» What you need to do
Your job is to copy the data that follows exactly, every line included.

» Saved entries
■ ■ ■ ■ ■ ■ ■
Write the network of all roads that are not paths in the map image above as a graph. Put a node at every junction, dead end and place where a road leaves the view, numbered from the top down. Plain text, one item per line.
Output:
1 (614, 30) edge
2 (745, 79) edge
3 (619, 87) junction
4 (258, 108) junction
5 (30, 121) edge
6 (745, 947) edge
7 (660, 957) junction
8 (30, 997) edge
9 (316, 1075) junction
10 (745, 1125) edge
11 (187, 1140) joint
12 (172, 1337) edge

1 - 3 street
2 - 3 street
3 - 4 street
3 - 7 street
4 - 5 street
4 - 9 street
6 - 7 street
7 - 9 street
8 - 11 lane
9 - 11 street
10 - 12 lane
■ ■ ■ ■ ■ ■ ■
» Written solution
Write the network of all roads that are not paths in the map image above as a graph. Put a node at every junction, dead end and place where a road leaves the view, numbered from the top down. Plain text, one item per line.
Output:
1 (614, 30) edge
2 (745, 79) edge
3 (619, 87) junction
4 (258, 108) junction
5 (30, 121) edge
6 (745, 947) edge
7 (660, 957) junction
8 (30, 997) edge
9 (316, 1075) junction
10 (745, 1125) edge
11 (187, 1140) joint
12 (172, 1337) edge

1 - 3 street
2 - 3 street
3 - 4 street
3 - 7 street
4 - 5 street
4 - 9 street
6 - 7 street
7 - 9 street
8 - 11 lane
9 - 11 street
10 - 12 lane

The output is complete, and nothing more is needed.